◆ **Aim of the task**: The entries below must be reproduced exactly; their pictures are not part of the copy.

Collected data entries:
........

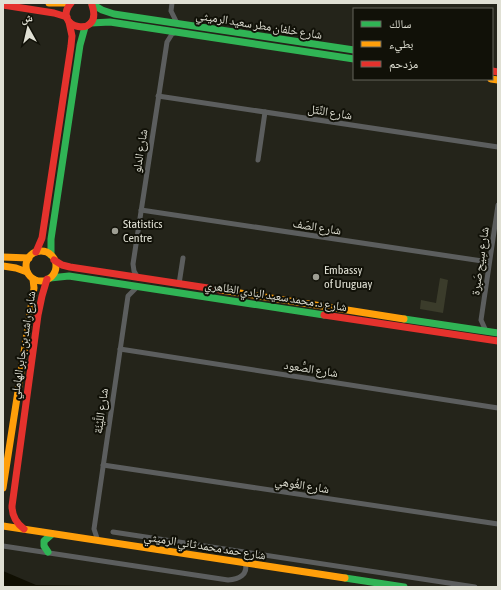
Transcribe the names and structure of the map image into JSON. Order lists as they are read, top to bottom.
{
  "streets": {
    "street": [
      "شارع خلفان مطر سعيد الرميثي",
      "شارع النَّتَل",
      "شارع الدلو",
      "شارع الصَف",
      "شارع سِيح صَبرة",
      "شارع د. محمد سعيد البادي الظاهري",
      "شارع راشد بن جابر الهاملي",
      "شارع الصُّعود",
      "شارع اللَّيْنَة",
      "شارع الغُوهي",
      "شارع حمد محمد ثاني الرميثي"
    ]
  },
  "crossings": [
    ["شارع النَّتَل", "شارع الدلو"],
    ["شارع الدلو", "شارع الصَف"],
    ["شارع الدلو", "شارع د. محمد سعيد البادي الظاهري"],
    ["شارع الصَف", "شارع سِيح صَبرة"],
    ["شارع د. محمد سعيد البادي الظاهري", "شارع راشد بن جابر الهاملي"],
    ["شارع راشد بن جابر الهاملي", "شارع حمد محمد ثاني الرميثي"],
    ["شارع الصُّعود", "شارع اللَّيْنَة"],
    ["شارع اللَّيْنَة", "شارع الغُوهي"],
    ["شارع اللَّيْنَة", "شارع حمد محمد ثاني الرميثي"]
  ],
  "places": ["Statistics Centre", "Embassy of Uruguay"],
  "legend": ["سالك", "بطيء", "مزدحم"],
  "north": "top"
}
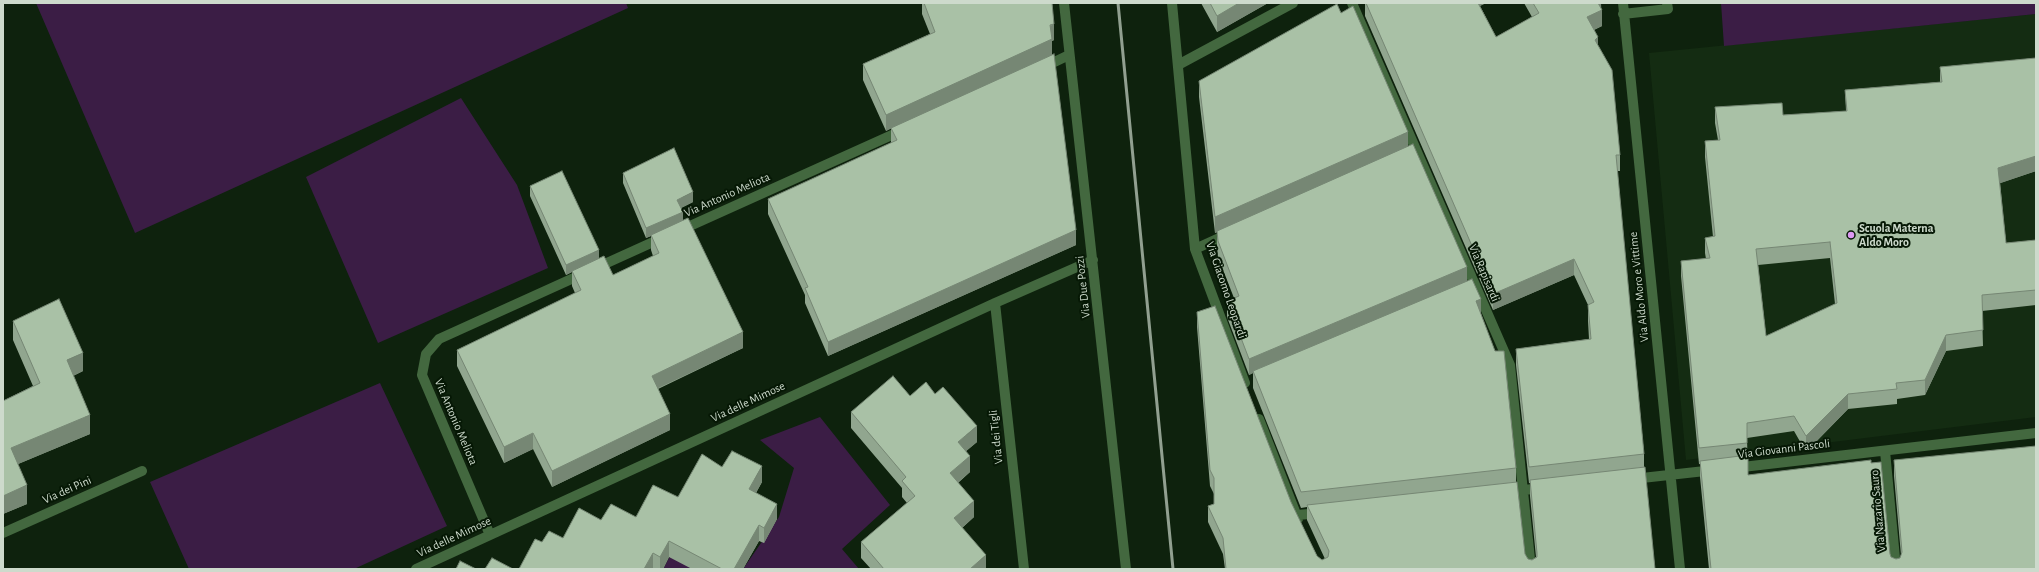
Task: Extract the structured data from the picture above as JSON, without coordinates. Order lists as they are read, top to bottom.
{
  "streets": {
    "street": [
      "Via Antonio Meliota",
      "Via Rapisardi",
      "Via Due Pozzi",
      "Via Aldo Moro e Vittime",
      "Via Giacomo Leopardi",
      "Via delle Mimose",
      "Via dei Tigli",
      "Via Giovanni Pascoli",
      "Via dei Pini",
      "Via Nazario Sauro"
    ]
  },
  "crossings": [
    ["Via Antonio Meliota", "Via delle Mimose"],
    ["Via Due Pozzi", "Via delle Mimose"],
    ["Via Aldo Moro e Vittime", "Via Giovanni Pascoli"],
    ["Via delle Mimose", "Via dei Tigli"],
    ["Via Giovanni Pascoli", "Via Nazario Sauro"]
  ],
  "places": ["Scuola Materna Aldo Moro"]
}
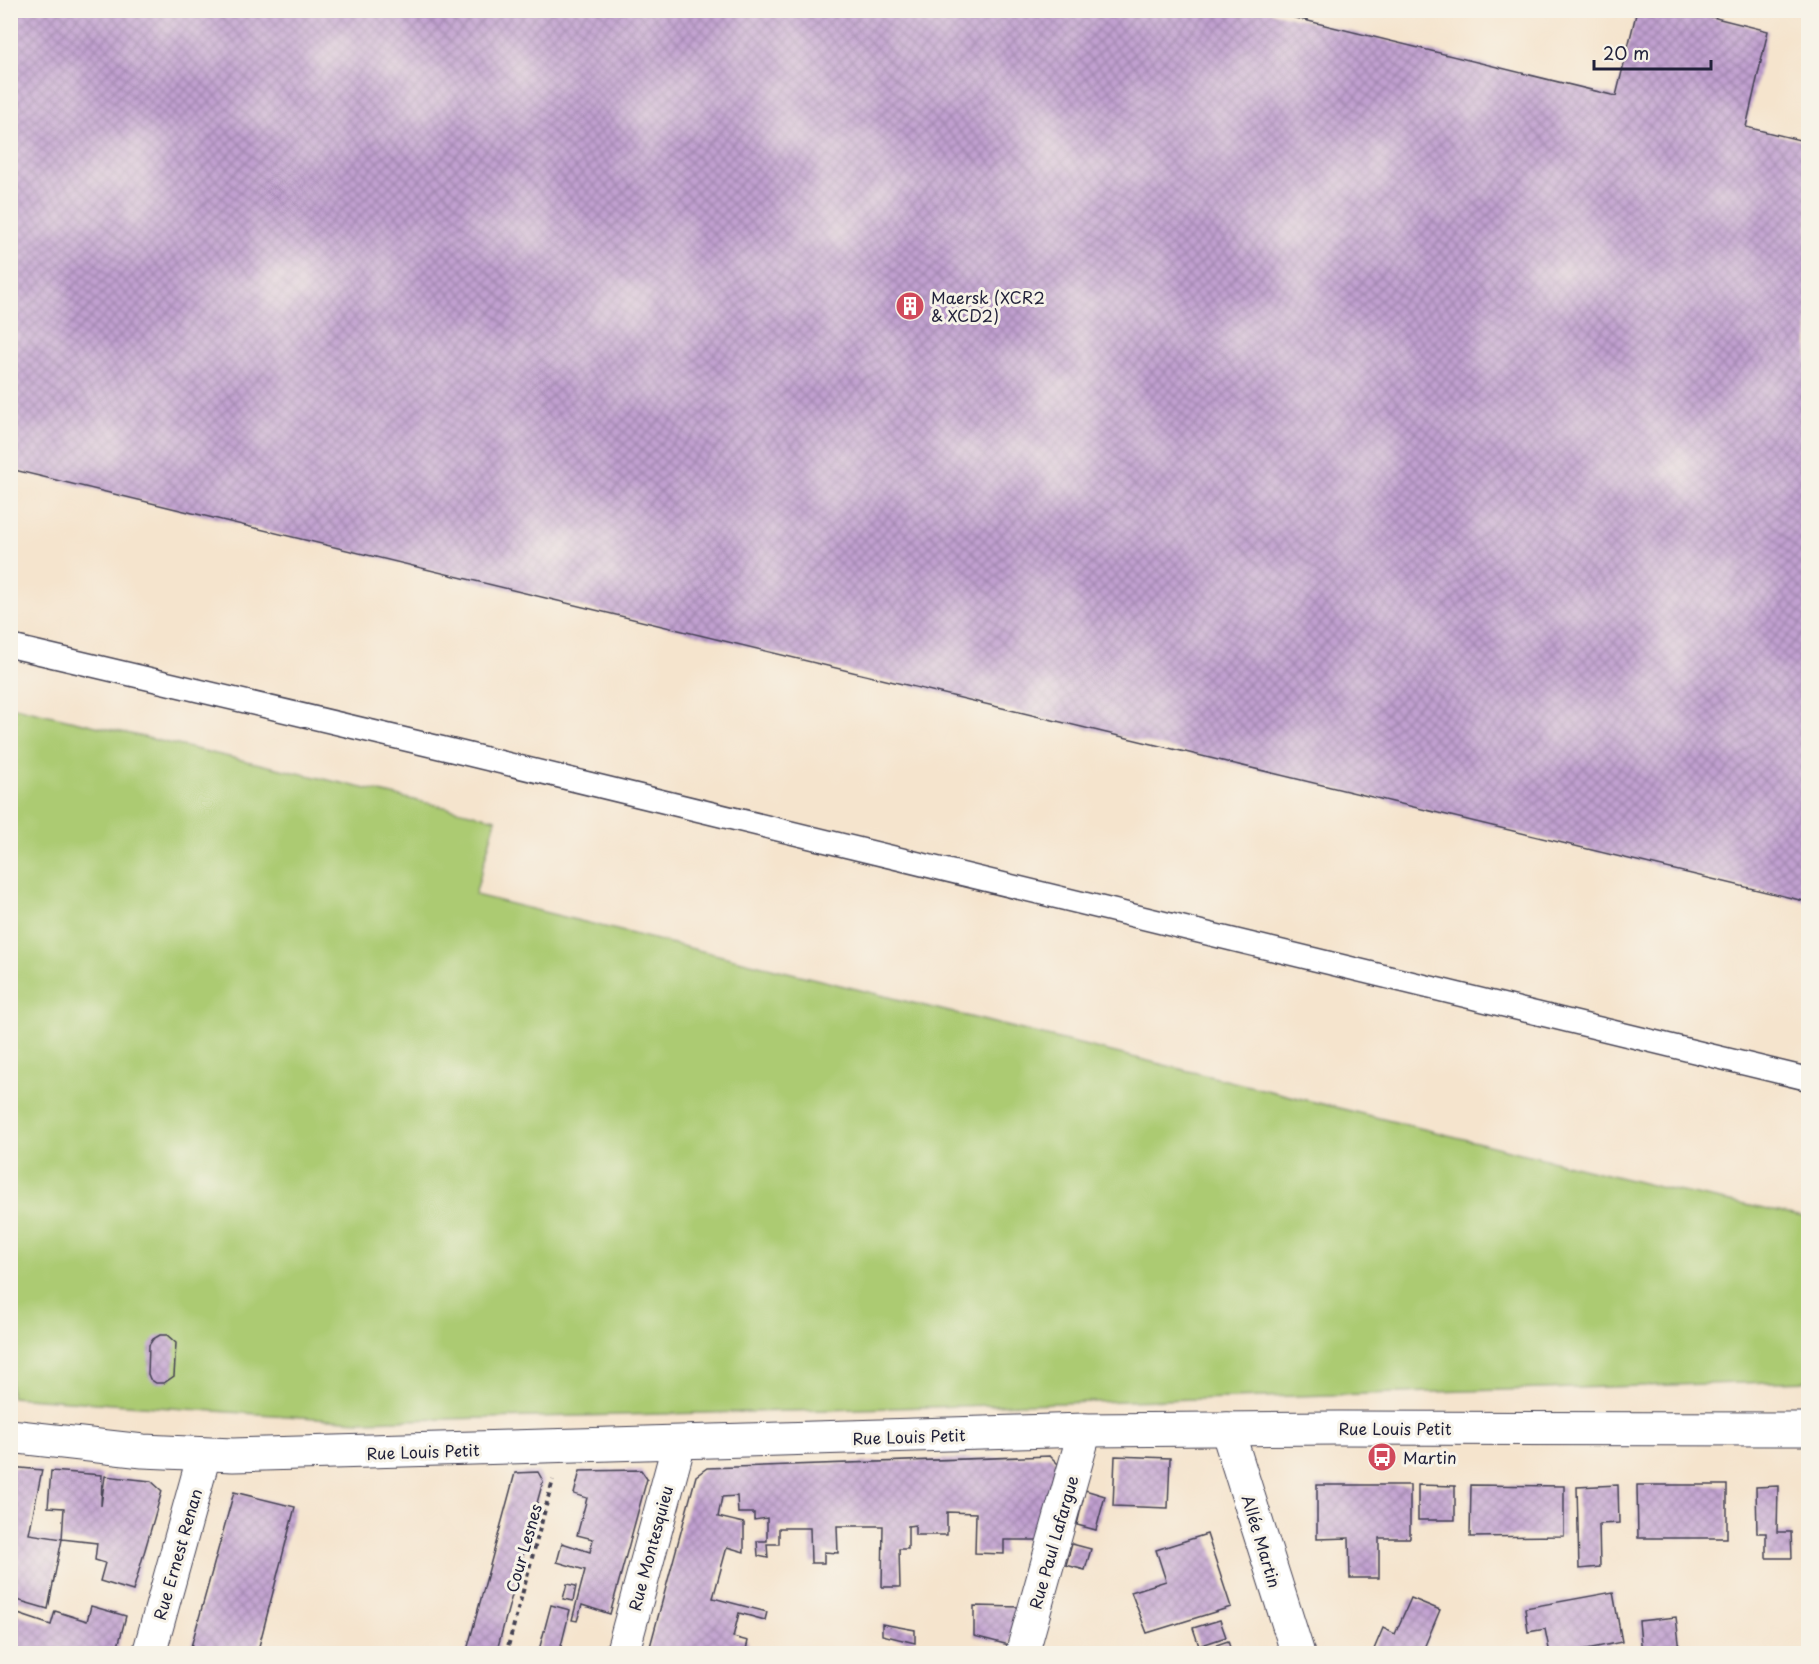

........

◆ **Response box**:
Transcribe the names and structure of the map image into JSON. Order lists as they are read, top to bottom.
{
  "streets": {
    "street": [
      "شارع خلفان مطر سعيد الرميثي",
      "شارع النَّتَل",
      "شارع الدلو",
      "شارع الصَف",
      "شارع سِيح صَبرة",
      "شارع د. محمد سعيد البادي الظاهري",
      "شارع راشد بن جابر الهاملي",
      "شارع الصُّعود",
      "شارع اللَّيْنَة",
      "شارع الغُوهي",
      "شارع حمد محمد ثاني الرميثي"
    ]
  },
  "crossings": [
    ["شارع النَّتَل", "شارع الدلو"],
    ["شارع الدلو", "شارع الصَف"],
    ["شارع الدلو", "شارع د. محمد سعيد البادي الظاهري"],
    ["شارع الصَف", "شارع سِيح صَبرة"],
    ["شارع د. محمد سعيد البادي الظاهري", "شارع راشد بن جابر الهاملي"],
    ["شارع راشد بن جابر الهاملي", "شارع حمد محمد ثاني الرميثي"],
    ["شارع الصُّعود", "شارع اللَّيْنَة"],
    ["شارع اللَّيْنَة", "شارع الغُوهي"],
    ["شارع اللَّيْنَة", "شارع حمد محمد ثاني الرميثي"]
  ],
  "places": ["Statistics Centre", "Embassy of Uruguay"],
  "legend": ["سالك", "بطيء", "مزدحم"],
  "north": "top"
}
Task: Extract the structured data from the picture above as JSON, without coordinates. Order lists as they are read, top to bottom.
{
  "streets": {
    "street": [
      "Via Antonio Meliota",
      "Via Rapisardi",
      "Via Due Pozzi",
      "Via Aldo Moro e Vittime",
      "Via Giacomo Leopardi",
      "Via delle Mimose",
      "Via dei Tigli",
      "Via Giovanni Pascoli",
      "Via dei Pini",
      "Via Nazario Sauro"
    ]
  },
  "crossings": [
    ["Via Antonio Meliota", "Via delle Mimose"],
    ["Via Due Pozzi", "Via delle Mimose"],
    ["Via Aldo Moro e Vittime", "Via Giovanni Pascoli"],
    ["Via delle Mimose", "Via dei Tigli"],
    ["Via Giovanni Pascoli", "Via Nazario Sauro"]
  ],
  "places": ["Scuola Materna Aldo Moro"]
}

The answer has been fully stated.